Plaintiff is proceeding in forma pauperis in this action, thus, his complaint is subject to the screening provisions mandated in 28 U.S.C. § 1915(e). Plaintiff is proceeding in forma pauperis in this action, thus, his complaint is thus subject to the screening provisions mandated by 28 U.S.C. § 1915(e). Furthermore, as Plaintiff is a prisoner currently incarcerated and his civil action seeks redress from a governmental entity or officer or employee of a government entity, his complaint is subject to the screening provisions of 28 U.S.C. § 1915A. These sections mandate the sua sponte dismissal of an action at anytime before responsive pleadings are filed, if the court finds that the complaint is frivolous, malicious, fails to state a claim upon which relief may be granted or seeks monetary relief against a defendant who is immune from such relief. See, 28 U.S.C. §§ 1915(e)(B) (i)-(iii); 1915A(b)(1)-(2); Ali v. Higgs, 892 F.2d 438, 440 (5th Cir. 1990); Green v. McKaskle, 788 F.2d 1116, 1119 (5th Cir. 1986); Spears v. McCotter, 766 F.2d 179, 181 (5th Cir. 1985). This screening function is juxtaposed with the court's duty to hold pro se complaints to less stringent standards than formal pleadings drafted by an attorney. Courts are to liberally construe such complaints when determining a whether a cause of action exists. See, Haines v. Kerner, 404 U.S. 519, 520-21 (1972) (per curiam) ( pro se complaint should not be dismissed for failure to state a claim unless it appears beyond doubt that plaintiff can prove no facts in support of claim that would entitle him to relief).

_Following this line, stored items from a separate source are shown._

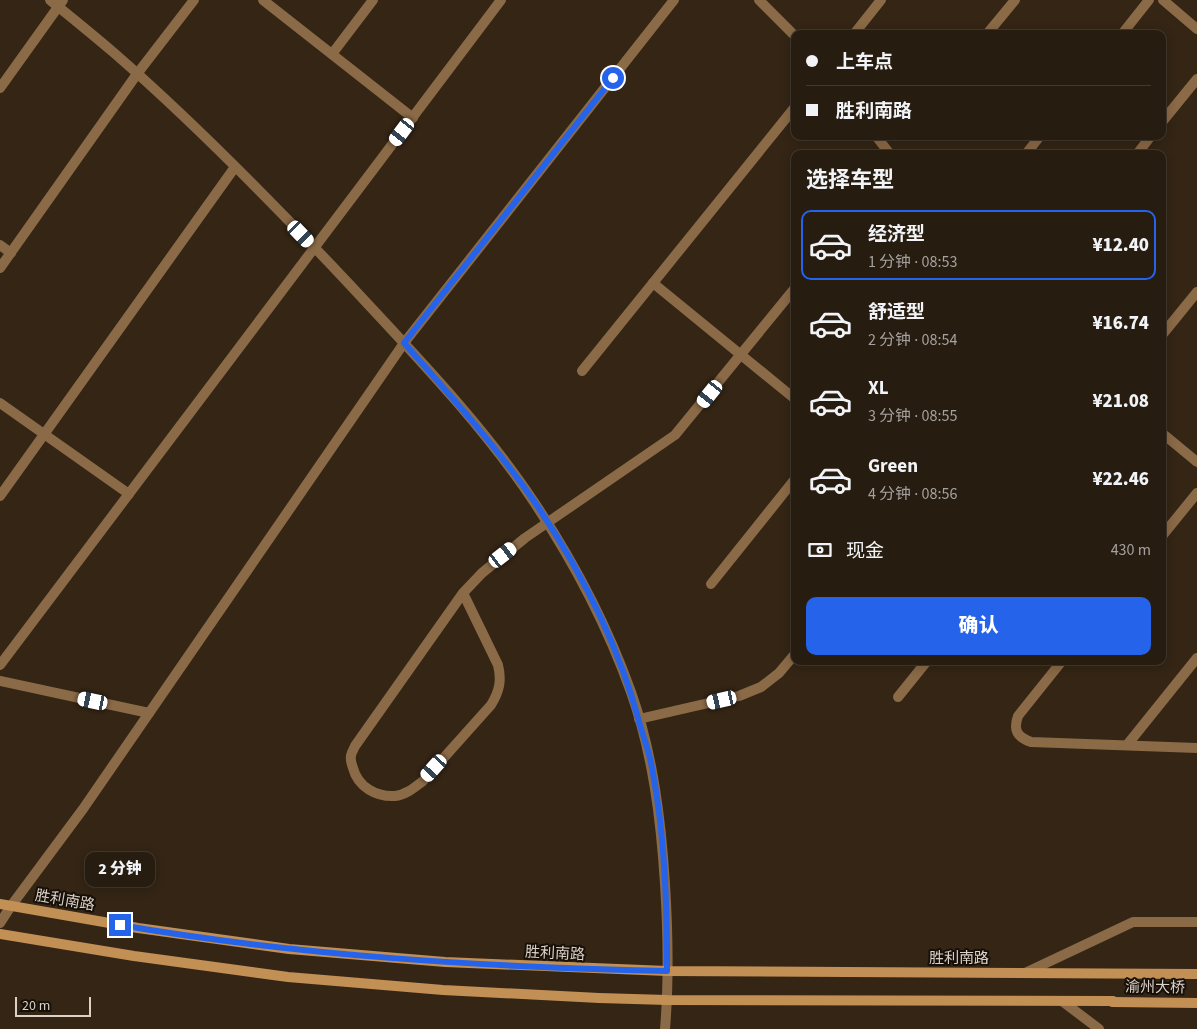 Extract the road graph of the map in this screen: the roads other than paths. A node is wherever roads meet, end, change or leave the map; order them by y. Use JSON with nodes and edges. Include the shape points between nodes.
{"nodes":[{"id":1,"x":194,"y":0,"type":"edge"},
{"id":2,"x":262,"y":0,"type":"edge"},
{"id":3,"x":373,"y":0,"type":"edge"},
{"id":4,"x":501,"y":0,"type":"edge"},
{"id":5,"x":674,"y":0,"type":"edge"},
{"id":6,"x":759,"y":0,"type":"edge"},
{"id":7,"x":881,"y":0,"type":"edge"},
{"id":8,"x":1014,"y":0,"type":"edge"},
{"id":9,"x":1149,"y":0,"type":"edge"},
{"id":10,"x":1162,"y":0,"type":"edge"},
{"id":11,"x":57,"y":2,"type":"edge"},
{"id":12,"x":1197,"y":29,"type":"edge"},
{"id":13,"x":857,"y":30,"type":"edge"},
{"id":14,"x":991,"y":30,"type":"edge"},
{"id":15,"x":1125,"y":30,"type":"edge"},
{"id":16,"x":791,"y":32,"type":"edge"},
{"id":17,"x":332,"y":54,"type":"junction"},
{"id":18,"x":137,"y":74,"type":"junction"},
{"id":19,"x":1197,"y":79,"type":"edge"},
{"id":20,"x":0,"y":88,"type":"edge"},
{"id":21,"x":791,"y":112,"type":"edge"},
{"id":22,"x":1166,"y":117,"type":"edge"},
{"id":23,"x":413,"y":118,"type":"junction"},
{"id":24,"x":1037,"y":140,"type":"edge"},
{"id":25,"x":1148,"y":140,"type":"edge"},
{"id":26,"x":1029,"y":150,"type":"edge"},
{"id":27,"x":1140,"y":150,"type":"edge"},
{"id":28,"x":234,"y":167,"type":"junction"},
{"id":29,"x":0,"y":245,"type":"edge"},
{"id":30,"x":314,"y":248,"type":"junction"},
{"id":31,"x":11,"y":253,"type":"junction"},
{"id":32,"x":0,"y":268,"type":"edge"},
{"id":33,"x":653,"y":283,"type":"junction"},
{"id":34,"x":1197,"y":292,"type":"edge"},
{"id":35,"x":791,"y":293,"type":"edge"},
{"id":36,"x":1166,"y":331,"type":"edge"},
{"id":37,"x":404,"y":343,"type":"junction"},
{"id":38,"x":741,"y":355,"type":"junction"},
{"id":39,"x":582,"y":371,"type":"dead end"},
{"id":40,"x":791,"y":396,"type":"edge"},
{"id":41,"x":0,"y":403,"type":"edge"},
{"id":42,"x":44,"y":434,"type":"junction"},
{"id":43,"x":1166,"y":436,"type":"edge"},
{"id":44,"x":1197,"y":462,"type":"edge"},
{"id":45,"x":791,"y":484,"type":"edge"},
{"id":46,"x":1197,"y":493,"type":"edge"},
{"id":47,"x":129,"y":494,"type":"junction"},
{"id":48,"x":0,"y":496,"type":"edge"},
{"id":49,"x":547,"y":522,"type":"junction"},
{"id":50,"x":1166,"y":531,"type":"edge"},
{"id":51,"x":711,"y":584,"type":"dead end"},
{"id":52,"x":463,"y":593,"type":"junction"},
{"id":53,"x":1197,"y":658,"type":"edge"},
{"id":54,"x":791,"y":659,"type":"edge"},
{"id":55,"x":0,"y":665,"type":"edge"},
{"id":56,"x":924,"y":665,"type":"edge"},
{"id":57,"x":1059,"y":665,"type":"edge"},
{"id":58,"x":0,"y":682,"type":"edge"},
{"id":59,"x":898,"y":697,"type":"dead end"},
{"id":60,"x":149,"y":713,"type":"junction"},
{"id":61,"x":639,"y":719,"type":"junction"},
{"id":62,"x":1127,"y":745,"type":"junction"},
{"id":63,"x":1197,"y":748,"type":"edge"},
{"id":64,"x":5,"y":905,"type":"edge"},
{"id":65,"x":1197,"y":922,"type":"edge"},
{"id":66,"x":0,"y":923,"type":"edge"},
{"id":67,"x":0,"y":934,"type":"edge"},
{"id":68,"x":667,"y":971,"type":"junction"},
{"id":69,"x":1026,"y":973,"type":"junction"},
{"id":70,"x":1113,"y":973,"type":"joint"},
{"id":71,"x":1197,"y":974,"type":"edge"},
{"id":72,"x":1062,"y":1001,"type":"junction"},
{"id":73,"x":1197,"y":1003,"type":"edge"},
{"id":74,"x":665,"y":1029,"type":"edge"},
{"id":75,"x":1099,"y":1029,"type":"edge"}],
"edges":[{"from":1,"to":18,"type":"street"},
{"from":2,"to":17,"type":"street"},
{"from":3,"to":17,"type":"street"},
{"from":4,"to":23,"type":"street"},
{"from":5,"to":37,"type":"street"},
{"from":6,"to":16,"type":"street"},
{"from":7,"to":13,"type":"street"},
{"from":8,"to":14,"type":"street"},
{"from":9,"to":15,"type":"street"},
{"from":10,"to":12,"type":"street"},
{"from":11,"to":18,"type":"street"},
{"from":11,"to":20,"type":"street"},
{"from":17,"to":23,"type":"street"},
{"from":18,"to":28,"type":"street"},
{"from":18,"to":31,"type":"street"},
{"from":19,"to":22,"type":"street"},
{"from":21,"to":33,"type":"street"},
{"from":23,"to":30,"type":"street"},
{"from":24,"to":26,"type":"street"},
{"from":25,"to":27,"type":"street"},
{"from":28,"to":30,"type":"street"},
{"from":28,"to":42,"type":"street"},
{"from":29,"to":31,"type":"street"},
{"from":30,"to":37,"type":"street"},
{"from":30,"to":47,"type":"street"},
{"from":31,"to":32,"type":"street"},
{"from":33,"to":38,"type":"street"},
{"from":33,"to":39,"type":"street"},
{"from":34,"to":36,"type":"street"},
{"from":35,"to":38,"type":"street"},
{"from":37,"to":49,"type":"street","via":[[491,444]]},
{"from":37,"to":60,"type":"street"},
{"from":38,"to":40,"type":"street"},
{"from":38,"to":49,"type":"street","via":[[675,435]]},
{"from":41,"to":42,"type":"street"},
{"from":42,"to":47,"type":"street"},
{"from":42,"to":48,"type":"street"},
{"from":43,"to":44,"type":"street"},
{"from":45,"to":51,"type":"street"},
{"from":46,"to":50,"type":"street"},
{"from":47,"to":55,"type":"street"},
{"from":49,"to":52,"type":"street","via":[[503,555]]},
{"from":49,"to":61,"type":"street","via":[[572,561],[605,626]]},
{"from":52,"to":52,"type":"street","via":[[355,746],[350,758],[353,771],[371,792],[397,796],[423,781],[497,696],[500,685],[498,666]]},
{"from":53,"to":62,"type":"street"},
{"from":54,"to":61,"type":"street","via":[[761,687],[739,696]]},
{"from":56,"to":59,"type":"street"},
{"from":57,"to":62,"type":"street","via":[[1018,716],[1015,724],[1022,739]]},
{"from":58,"to":60,"type":"street"},
{"from":60,"to":64,"type":"street","via":[[83,809]]},
{"from":61,"to":68,"type":"street","via":[[652,767],[662,844]]},
{"from":62,"to":63,"type":"street"},
{"from":64,"to":66,"type":"street"},
{"from":64,"to":68,"type":"main road","name":"胜利南路","via":[[289,949],[445,962]]},
{"from":65,"to":69,"type":"street","via":[[1133,922]]},
{"from":67,"to":72,"type":"main road","via":[[288,977],[443,990],[667,1000]]},
{"from":68,"to":69,"type":"main road","name":"胜利南路"},
{"from":68,"to":74,"type":"street"},
{"from":69,"to":70,"type":"main road","name":"胜利南路"},
{"from":70,"to":71,"type":"main road","name":"渝州大桥"},
{"from":72,"to":73,"type":"main road","name":"渝州大桥"},
{"from":72,"to":75,"type":"street"}]}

The law accords judges not only the authority to dismiss a claim based on an indisputably meritless legal theory, but also the unusual power to pierce the veil of the factual allegations and dismiss those claims whose factual contentions are clearly baseless. Neiztke v. Williams, 490 U.S. 319, 327, 104 L.Ed. 2d 338, 109 S.Ct. 1827 (1989). A complaint is frivolous if it lacks an arguable basis in law (i.e. it is based upon a undisputably meritless legal theory) or in fact (i.e. the facts are clearly baseless, a category including allegations that are fanciful, fantastic, or delusional). Hicks v. Garner, 69 F.3d 22, 25 (5th Cir. 1995); Booker v. Koonce, 2 F.3d 114, 115 (5th Cir. 1993); Denton v. Herndandez, 504 U.S. 25, 112 S.Ct. 1728, 1733, 118 L.Ed.2d 340 (1992).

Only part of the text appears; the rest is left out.